U.S. Pat. No. 4,436,286 describes polyurethanes which contain double bonds and to which acrylates or methacrylates are added. These polyurethanes are synthesized by an elaborate multistage process. In addition, in contrast to the claimed procedure, these polyurethane elastomers have to contain double bonds in the molecule.
DE-OS No. 3,412,002 describes a process for the production of an extrudable material based on thermoplastic polyurethane elastomers which contains crosslinking agents and which is crosslinkable by electron beams. In this process, the crosslinking agent is added to the polyurethane elastomer granulates in liquid form, and is applied (by rolling) to the surface of standard granulates in such a quantity that, after a predetermined time, the crosslinking agent diffuses completely into the granulate particles of the polyurethane until the surface of those particles appears dry again. The granulate may then be processed by means of an extruder without any danger of clump formation by the granulate particles sticking to one another. The quantity of the crosslinking agent is so large that the radiation dose required for crosslinking need only be high enough to ensure that the polymer chain does not undergo degradation with loss of strength of the polyurethane material in the extruded material. The polyfunctional unsaturated compounds used as crosslkinking agents (in quantities of up to 40% by weight) are, for example, acrylates and methacrylates, allyl compounds, dimaleic imides, epoxidized, polyfunctional or other bifunctional unsaturated compounds.

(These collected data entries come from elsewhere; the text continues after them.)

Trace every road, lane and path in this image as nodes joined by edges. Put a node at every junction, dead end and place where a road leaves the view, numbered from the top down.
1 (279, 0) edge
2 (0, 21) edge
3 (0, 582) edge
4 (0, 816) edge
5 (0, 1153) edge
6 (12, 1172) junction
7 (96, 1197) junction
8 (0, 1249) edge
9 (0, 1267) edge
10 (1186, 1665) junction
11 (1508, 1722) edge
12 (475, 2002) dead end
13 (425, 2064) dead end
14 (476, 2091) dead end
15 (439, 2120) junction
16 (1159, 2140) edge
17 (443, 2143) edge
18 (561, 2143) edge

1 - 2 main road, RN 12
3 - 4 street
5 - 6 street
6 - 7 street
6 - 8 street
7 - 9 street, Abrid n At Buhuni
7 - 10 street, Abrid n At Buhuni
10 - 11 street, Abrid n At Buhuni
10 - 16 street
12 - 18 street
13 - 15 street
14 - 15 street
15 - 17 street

EP-A No. 80,665 describes a process for the production of crosslinkable sheet-form materials in which a preformed thermoplastic polymer, for example polyurethane or butadiene-acrylonitrile copolymer, is introduced into a twin-screw extruder and melted, mixed in the second zone with low-viscosity ethylenically unsaturated compounds as crosslinking promoters (for example (meth)acrylates of monohydric or polyhydric alcohols), crosslinking aids, such as peroxides, and photoactivators and, optionally, other additives, such as antioxidants, at temperatures of up to 220.degree. C., the resulting mixture is degassed and discharged through flat dies and, finally, is adjusted to the required layer thickness using pairs of heated rolls.
According to EP-A No. 48,913, NCO-prepolymers (based on polyether diols and tolylene diisocyanates) are reacted with certain incorporable bis-acrylate diols in solvents, such as toluene or tetrahydrofuran, optionally in the presence of catalysts or peroxide initiators. The solvents are removed during the shaping process and the shaped articles obtained are optionally crosslinked. However, the polymers may also be crosslinked in solution, the highly crosslinked rubber is comminuted and then molded by compression molding at an elevated temperature.

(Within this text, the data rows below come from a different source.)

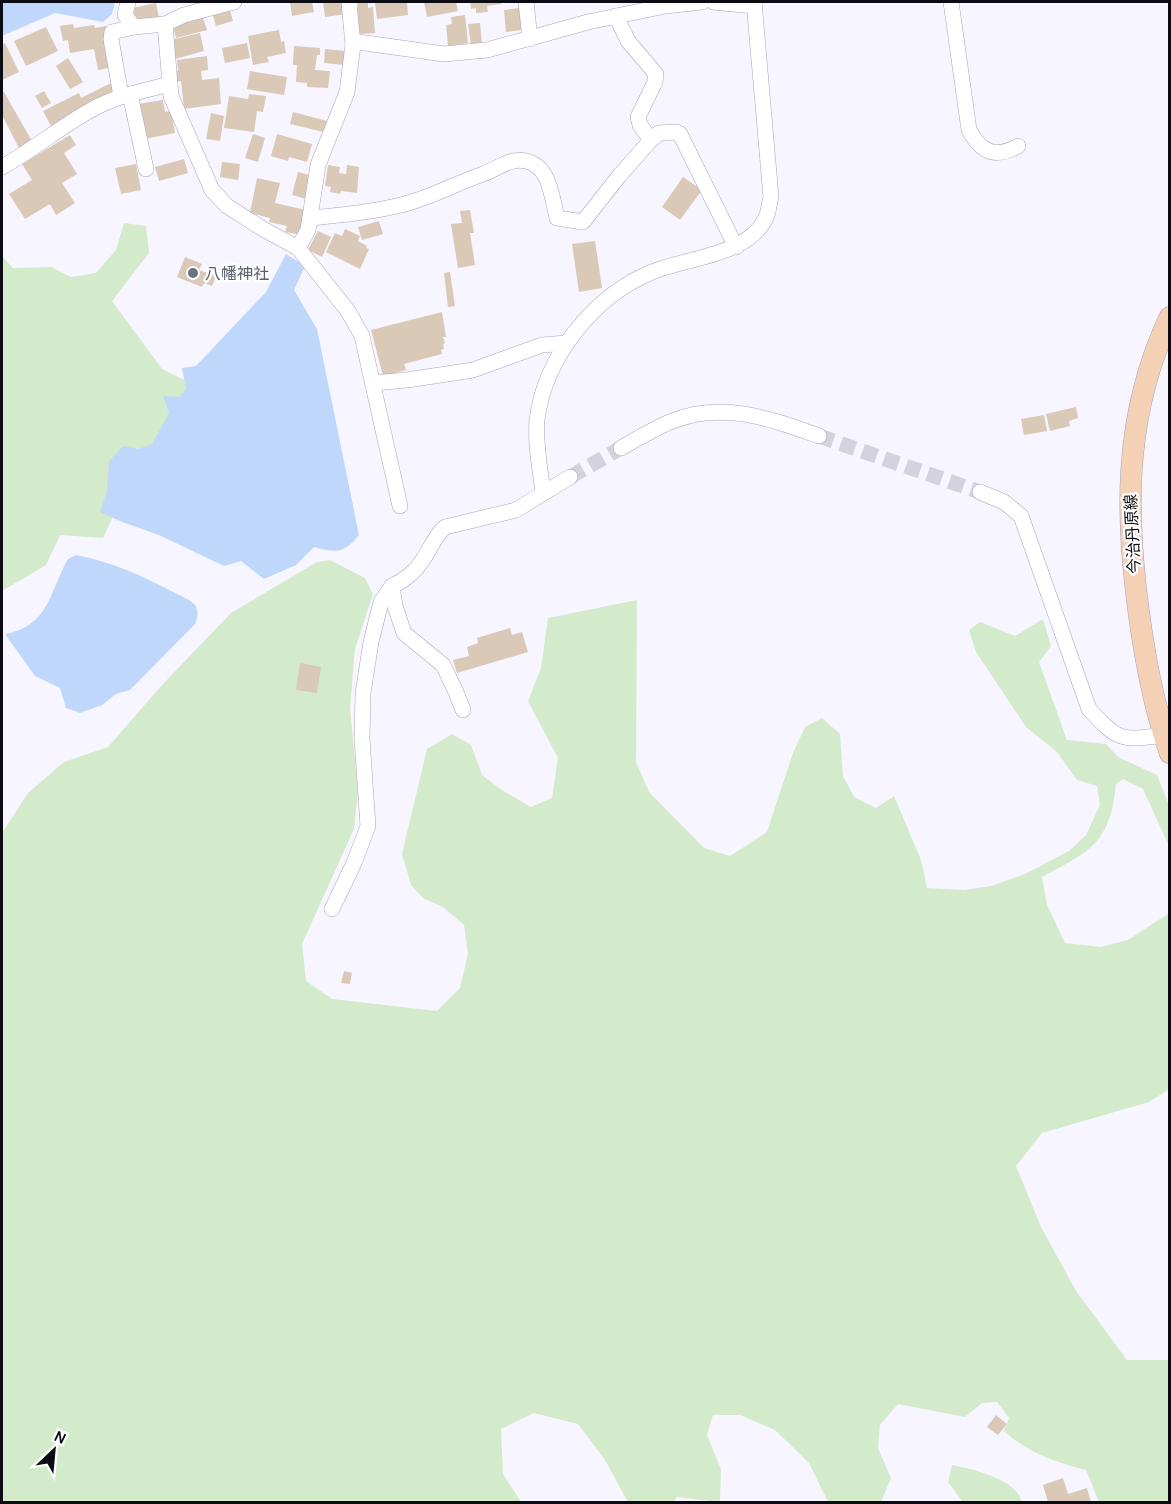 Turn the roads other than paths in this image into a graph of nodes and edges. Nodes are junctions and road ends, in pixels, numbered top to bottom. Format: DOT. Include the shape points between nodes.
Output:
graph roads {
  1 [pos="128,2"];
  2 [pos="234,2"];
  3 [pos="349,2"];
  4 [pos="526,2"];
  5 [pos="702,2"];
  6 [pos="713,2"];
  7 [pos="951,2"];
  8 [pos="211,4"];
  9 [pos="754,4"];
  10 [pos="616,16"];
  11 [pos="165,24"];
  12 [pos="134,27"];
  13 [pos="530,39"];
  14 [pos="353,45"];
  15 [pos="170,84"];
  16 [pos="125,95"];
  17 [pos="651,140"];
  18 [pos="1018,146"];
  19 [pos="2,167"];
  20 [pos="146,169"];
  21 [pos="310,218"];
  22 [pos="736,247"];
  23 [pos="298,248"];
  24 [pos="1170,317"];
  25 [pos="567,343"];
  26 [pos="373,383"];
  27 [pos="819,436"];
  28 [pos="621,448"];
  29 [pos="570,477"];
  30 [pos="543,492"];
  31 [pos="980,492"];
  32 [pos="400,506"];
  33 [pos="392,586"];
  34 [pos="463,710"];
  35 [pos="1166,744"];
  36 [pos="332,909"];
  1 -- 12 [label="street" via="125,15"];
  2 -- 8 [label="street"];
  3 -- 14 [label="street"];
  4 -- 13 [label="street"];
  5 -- 10 [label="street"];
  6 -- 9 [label="street"];
  7 -- 18 [label="street" via="969,130 977,145 991,152 1005,153"];
  8 -- 11 [label="street"];
  9 -- 22 [label="street" via="771,197 767,216 753,235"];
  10 -- 13 [label="street"];
  10 -- 17 [label="street" via="628,41 656,74 638,117"];
  11 -- 12 [label="street"];
  11 -- 15 [label="street"];
  12 -- 16 [label="street" via="112,32 111,39"];
  13 -- 14 [label="street" via="487,50 444,54 357,42"];
  14 -- 21 [label="street" via="347,92 318,165"];
  15 -- 16 [label="street"];
  15 -- 23 [label="street" via="171,96 212,190 227,206"];
  16 -- 19 [label="street" via="62,127"];
  16 -- 20 [label="street"];
  17 -- 21 [label="street" via="583,222 557,218 549,183 542,171 527,161 512,160 407,203"];
  17 -- 22 [label="street" via="659,133 680,134"];
  21 -- 23 [label="street"];
  22 -- 25 [label="street" via="680,262 629,283 606,300"];
  23 -- 26 [label="street" via="348,311 362,336"];
  24 -- 35 [label="main road, 今治丹原線" via="1148,375 1129,479 1132,570 1145,654"];
  25 -- 26 [label="street" via="542,345 473,370"];
  25 -- 30 [label="street" via="543,394 537,420"];
  26 -- 32 [label="street"];
  27 -- 28 [label="street" via="746,413 722,411 672,421"];
  29 -- 30 [label="street"];
  30 -- 33 [label="street" via="516,510 446,527 422,561"];
  31 -- 35 [label="street" via="1004,502 1021,516 1089,709 1106,728 1125,739"];
  33 -- 34 [label="street" via="404,633 443,665"];
  33 -- 36 [label="street" via="381,602 370,642 363,693 368,826"];
}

DE-OS No. 3,444,500 describes non-inflammable, electrical or optical cables of which at least the outer layer of the cable sheath consists completely or partly of radiation-crosslinked polyurethane. Of the various types of polyurethane, a so-called ether type has proved to be the most advantageous because, in addition to its other properties essential to the invention, it is resistant to hydrolysis and immune to bacterial attack.